Misprediction-poor looping

hgm · Post by **hgm** » Mon Dec 09, 2019 10:36 pm

Suppose we have a loop, the body of which should only be performed for some iterations, and it is difficult to predict on which:

Code: Select all

for(i=0; i<MAX; i++) if(Condition(i)) Action(i);

We could minimize the number of branch mispredictions by first figuring out on which iterations the action should be performed:

Code: Select all

int todo[MAX];
int n=0;
for(i=0; i<MAX; i++) { todo[n] = i; n += (Condition(i) != 0); }
for(i=0; i<n; i++) Action(todo[i]);

This uses branches for the looping only, which, if the loops typically do many iterations, should be predicted as 'always taken', causing mispredicts only at the loop end. (And if the loops are unrolled, and have a well-predictable number of iterations, not even that.)

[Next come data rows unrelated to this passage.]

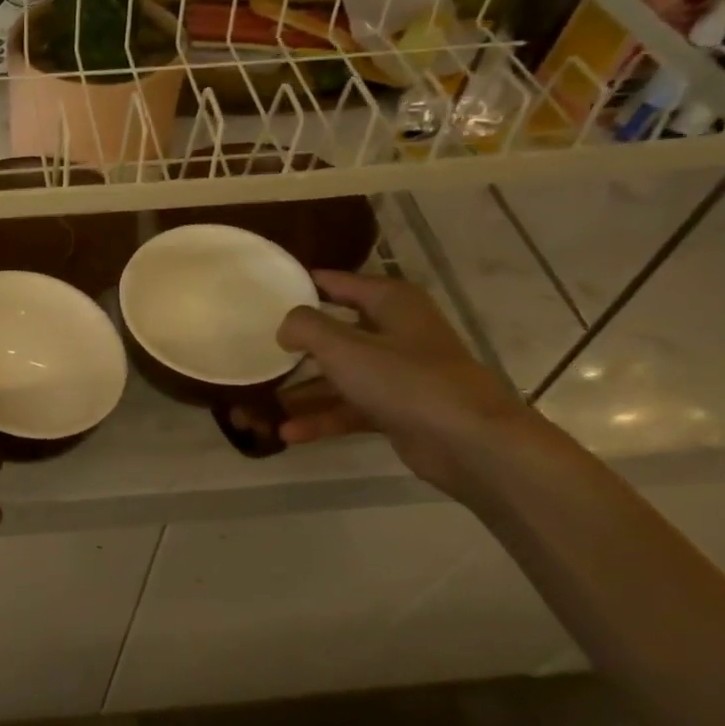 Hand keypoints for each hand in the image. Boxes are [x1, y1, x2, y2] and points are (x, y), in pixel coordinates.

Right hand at [272, 270, 544, 498]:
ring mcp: (396, 374)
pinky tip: (287, 433)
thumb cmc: (406, 380)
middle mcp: (394, 332)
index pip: (338, 282)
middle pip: (333, 334)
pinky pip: (349, 409)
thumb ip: (306, 328)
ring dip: (301, 393)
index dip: (302, 285)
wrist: (471, 443)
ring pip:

dragontamer5788 · Post by **dragontamer5788** » Mon Dec 09, 2019 11:25 pm

Comment: For some reason, I couldn't grok your code in the first pass. My brain understands the following more:

Code: Select all

for(i=0; i<MAX; i++) { todo[n] = i; n += (Condition(i) ? 1 : 0); }

Condition(i) ? 1 : 0 will probably compile into a cmov instruction, so you won't have any branches either. In fact, you probably can use the if() else {} code and rely upon compiler optimizations to use cmov instead of a branch.

EDIT: Godbolt says that GCC uses sete flag, which is still branchless.

--------

I see the theory, and I think it could be useful! Interesting food for thought.

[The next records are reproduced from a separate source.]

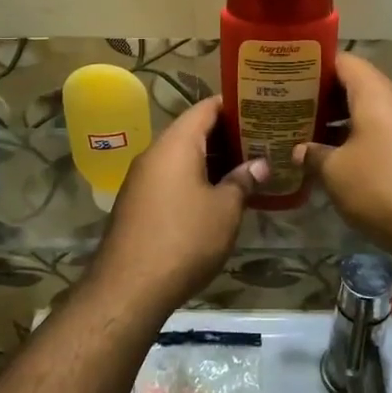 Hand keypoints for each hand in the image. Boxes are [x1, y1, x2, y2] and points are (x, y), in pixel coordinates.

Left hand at [87, 97, 267, 314]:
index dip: (233, 105)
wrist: (129, 287)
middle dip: (227, 135)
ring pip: (181, 156)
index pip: (206, 108)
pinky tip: (217, 194)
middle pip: (193, 131)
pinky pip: (171, 177)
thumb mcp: (225, 210)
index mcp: (176, 144)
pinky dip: (194, 177)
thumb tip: (259, 164)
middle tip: (261, 140)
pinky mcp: (137, 202)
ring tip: (246, 166)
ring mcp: (142, 178)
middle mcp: (155, 153)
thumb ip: (242, 181)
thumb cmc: (185, 239)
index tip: (259, 107)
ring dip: (211, 159)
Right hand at [296, 54, 391, 258]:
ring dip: (344, 122)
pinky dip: (365, 139)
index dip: (316, 66)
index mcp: (377, 94)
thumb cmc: (382, 188)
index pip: (344, 61)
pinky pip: (388, 132)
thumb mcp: (336, 173)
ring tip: (313, 136)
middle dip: (326, 98)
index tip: (291, 77)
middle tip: (295, 111)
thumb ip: (313, 155)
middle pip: (358, 86)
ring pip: (374, 112)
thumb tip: (299, 150)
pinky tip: (344, 160)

mar · Post by **mar** » Tue Dec 10, 2019 12:29 am

dragontamer5788 wrote: ↑Mon Dec 09, 2019 11:25 pm Comment: For some reason, I couldn't grok your code in the first pass. My brain understands the following more:
Code: Select all
for(i=0; i<MAX; i++) { todo[n] = i; n += (Condition(i) ? 1 : 0); }
Condition(i) ? 1 : 0 will probably compile into a cmov instruction, so you won't have any branches either. In fact, you probably can use the if() else {} code and rely upon compiler optimizations to use cmov instead of a branch.

EDIT: Godbolt says that GCC uses sete flag, which is still branchless.

--------

I see the theory, and I think it could be useful! Interesting food for thought.

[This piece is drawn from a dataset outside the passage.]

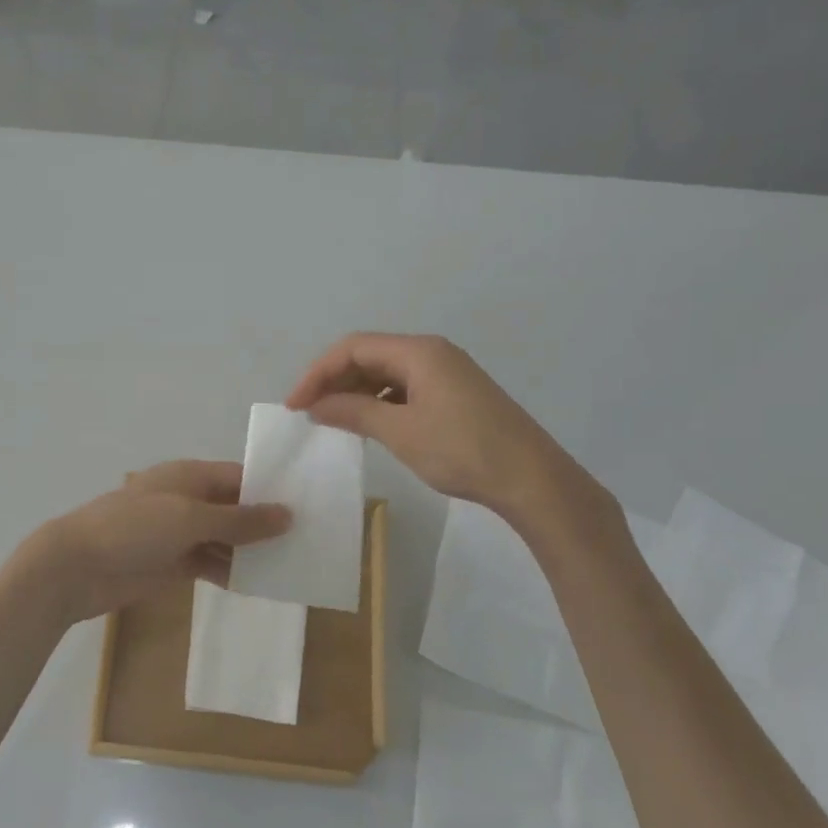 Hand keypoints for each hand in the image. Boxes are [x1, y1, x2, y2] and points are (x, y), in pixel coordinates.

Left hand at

Yes, but only if you assume that Action() is trivial without side effects and the compiler can see its guts.

My experience:
- don't use likely/unlikely compiler hints (I remember I got a slightly slower code this way even if I thought the hint was appropriate, at instruction level this means extra byte (prefix) before the jump instruction); I don't know if "forward branches assumed not taken" is still a deal now that we got branch predictors (I guess not)
- for well predicted trivial branches, a branch may actually be faster than branchless magic that taxes ALU more (example: sample clipping loop in audio mixer)
- of course, profile, profile, profile. I remember I have outsmarted myself serveral times, thinking I came up with something clever that has to be faster but profiling showed otherwise

bob · Post by **bob** » Tue Dec 10, 2019 4:33 am

One other thing. Modern hardware can predict 100% on loops that are less than N iterations. Not sure what N is today, a few years ago it was 10-12 depending on the microprocessor. If the iteration count is reasonably long, you get N-1 predictions and 1 misprediction for each time you execute the loop, which is still not very bad. And the neat thing is that if you have that loop in several places, it will predict all the same way, not having to learn what is going on beyond the first loop completing.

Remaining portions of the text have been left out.